### Listed entries
• • • •
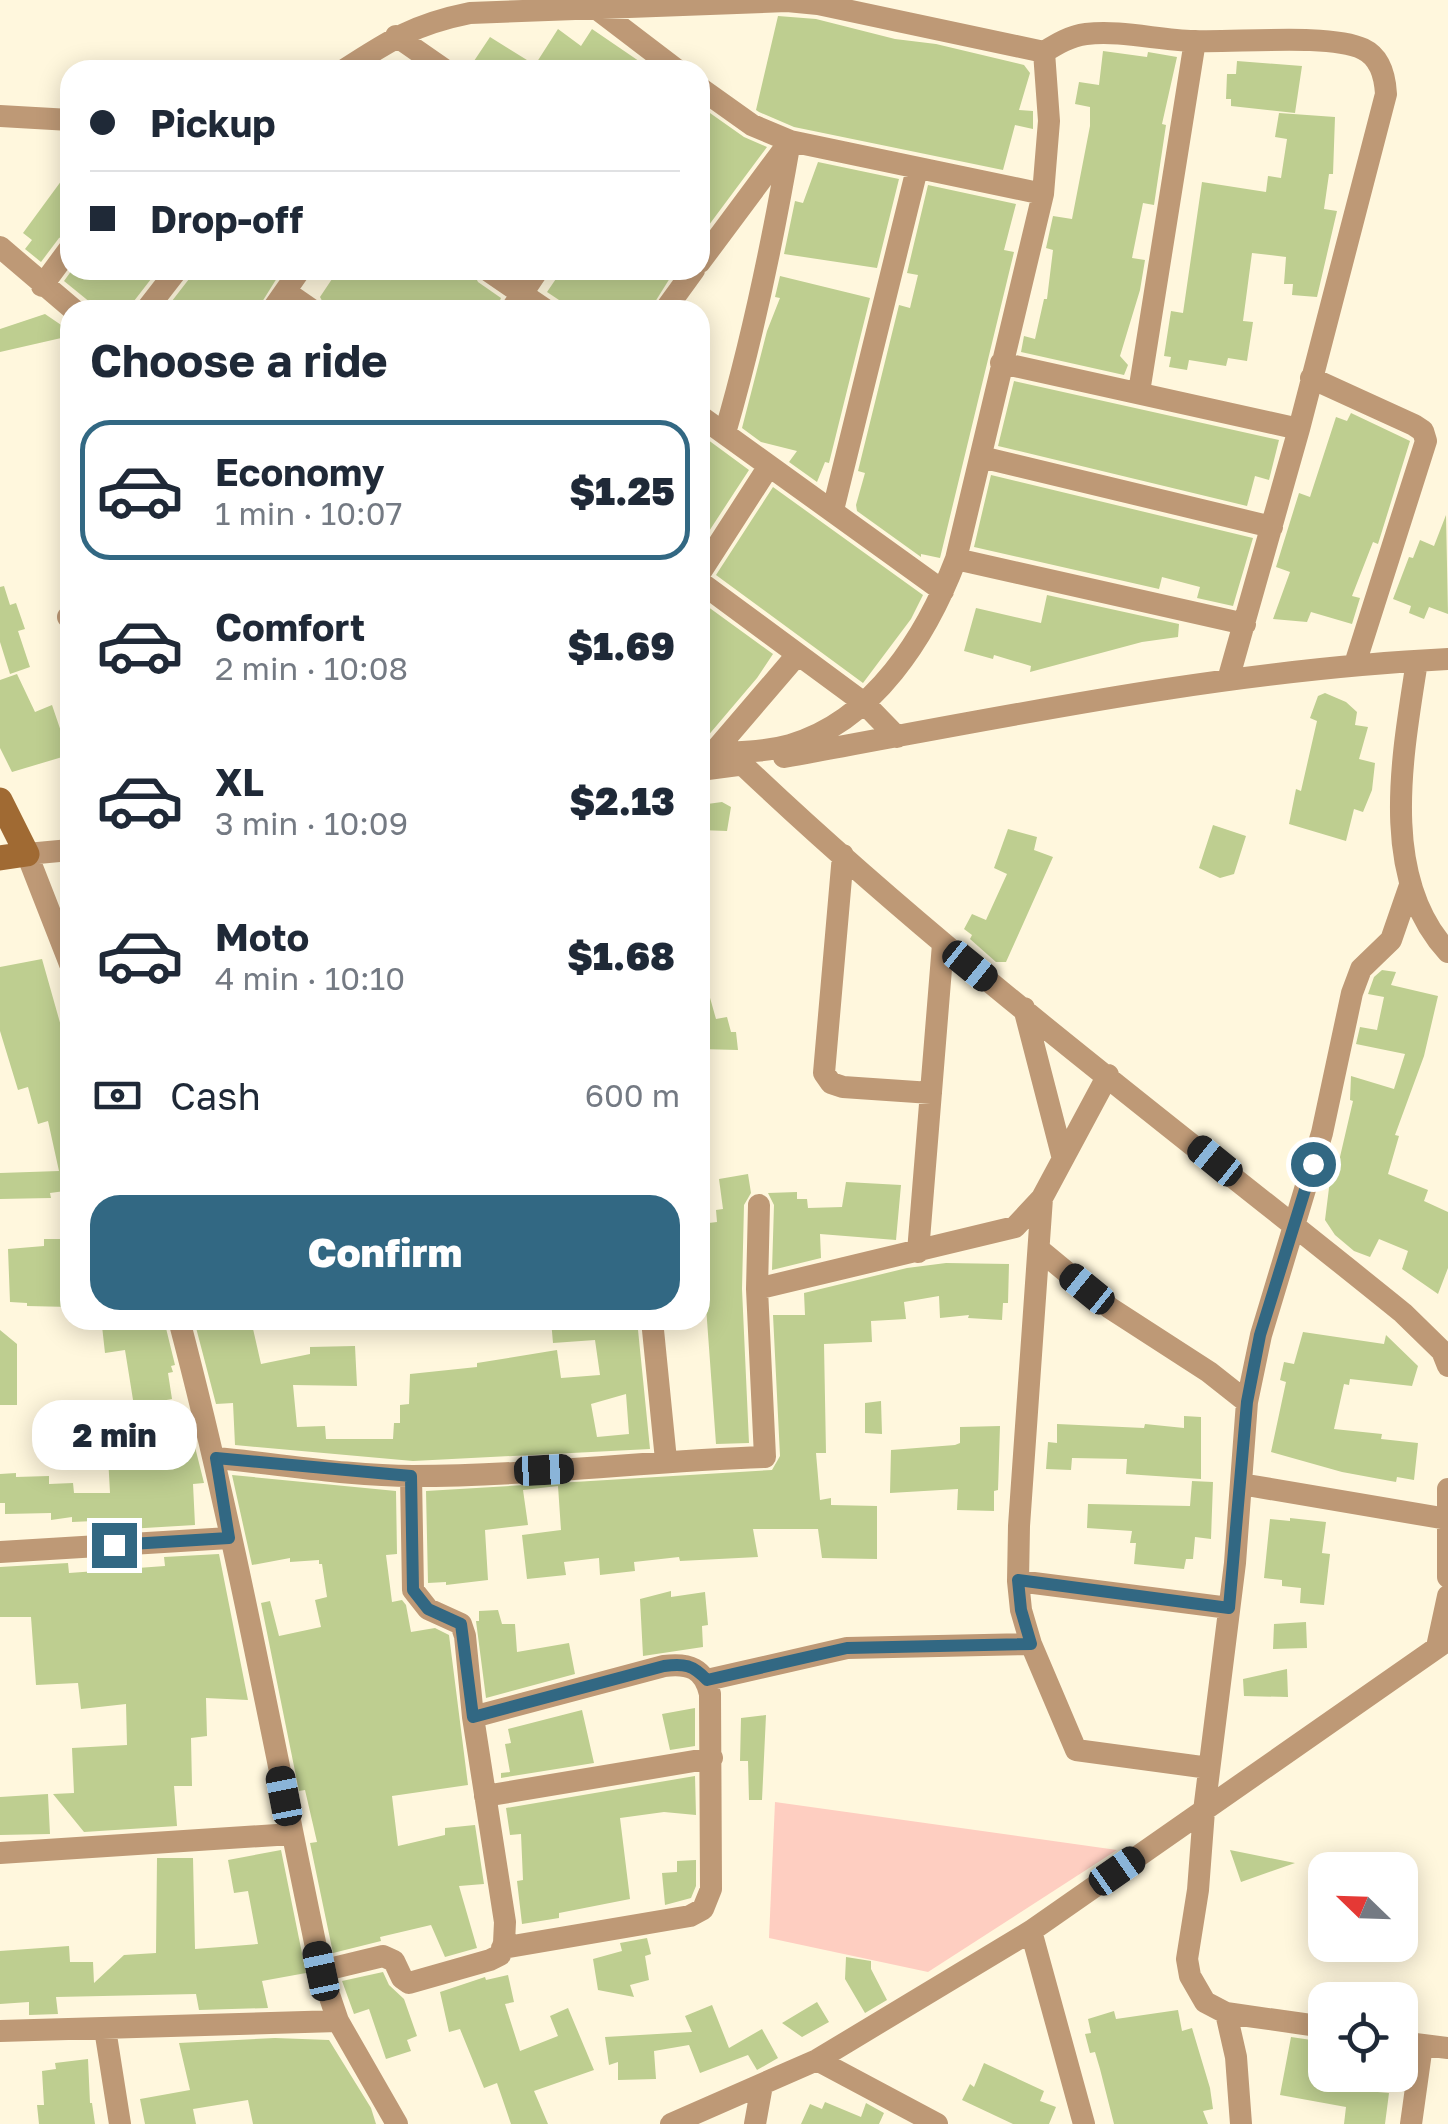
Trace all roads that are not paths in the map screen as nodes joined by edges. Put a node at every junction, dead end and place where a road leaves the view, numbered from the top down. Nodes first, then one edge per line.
• • • •
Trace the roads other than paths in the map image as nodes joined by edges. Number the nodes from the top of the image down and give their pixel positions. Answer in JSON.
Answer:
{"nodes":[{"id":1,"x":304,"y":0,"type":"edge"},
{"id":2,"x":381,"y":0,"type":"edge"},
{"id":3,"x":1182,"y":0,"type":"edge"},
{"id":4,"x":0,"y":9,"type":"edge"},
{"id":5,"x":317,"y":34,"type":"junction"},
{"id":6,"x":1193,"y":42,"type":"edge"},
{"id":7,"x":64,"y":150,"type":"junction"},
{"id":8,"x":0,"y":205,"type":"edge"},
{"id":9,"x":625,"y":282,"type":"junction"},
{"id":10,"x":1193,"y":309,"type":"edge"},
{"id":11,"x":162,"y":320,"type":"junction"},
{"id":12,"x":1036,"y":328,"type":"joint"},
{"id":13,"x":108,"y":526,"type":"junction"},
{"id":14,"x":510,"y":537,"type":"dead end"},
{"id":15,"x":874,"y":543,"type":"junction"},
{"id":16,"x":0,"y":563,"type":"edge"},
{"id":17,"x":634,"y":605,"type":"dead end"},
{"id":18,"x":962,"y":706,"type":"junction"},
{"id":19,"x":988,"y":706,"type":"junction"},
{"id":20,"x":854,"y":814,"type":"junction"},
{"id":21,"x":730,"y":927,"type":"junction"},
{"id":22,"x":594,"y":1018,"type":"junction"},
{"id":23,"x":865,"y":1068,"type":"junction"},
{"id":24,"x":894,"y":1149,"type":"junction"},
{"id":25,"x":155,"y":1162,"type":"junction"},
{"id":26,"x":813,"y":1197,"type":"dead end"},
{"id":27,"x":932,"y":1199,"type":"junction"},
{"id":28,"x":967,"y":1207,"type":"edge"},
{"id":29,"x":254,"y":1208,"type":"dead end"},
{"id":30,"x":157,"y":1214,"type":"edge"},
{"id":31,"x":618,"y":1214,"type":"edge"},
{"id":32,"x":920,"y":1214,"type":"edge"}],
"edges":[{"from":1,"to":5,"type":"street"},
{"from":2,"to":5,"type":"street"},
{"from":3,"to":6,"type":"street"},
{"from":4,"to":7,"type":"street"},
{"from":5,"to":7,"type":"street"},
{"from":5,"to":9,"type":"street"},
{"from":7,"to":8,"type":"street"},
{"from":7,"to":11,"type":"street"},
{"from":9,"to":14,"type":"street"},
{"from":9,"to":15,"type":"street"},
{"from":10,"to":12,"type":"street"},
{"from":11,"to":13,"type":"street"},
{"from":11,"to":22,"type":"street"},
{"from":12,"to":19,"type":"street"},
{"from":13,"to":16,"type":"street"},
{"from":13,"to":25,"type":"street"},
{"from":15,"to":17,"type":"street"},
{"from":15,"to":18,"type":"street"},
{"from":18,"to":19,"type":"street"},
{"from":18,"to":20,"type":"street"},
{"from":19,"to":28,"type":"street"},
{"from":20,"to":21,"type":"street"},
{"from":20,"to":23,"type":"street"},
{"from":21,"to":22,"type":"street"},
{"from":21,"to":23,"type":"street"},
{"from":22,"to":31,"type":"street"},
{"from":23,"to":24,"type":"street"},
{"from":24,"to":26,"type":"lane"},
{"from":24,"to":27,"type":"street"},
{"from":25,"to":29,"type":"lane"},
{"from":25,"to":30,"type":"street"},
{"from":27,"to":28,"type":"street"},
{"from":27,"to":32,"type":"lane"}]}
• • • •
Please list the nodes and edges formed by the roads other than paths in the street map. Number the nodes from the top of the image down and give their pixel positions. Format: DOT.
• • • •
Find how many of the lines above have the word "pixel" in them. State only that number.

2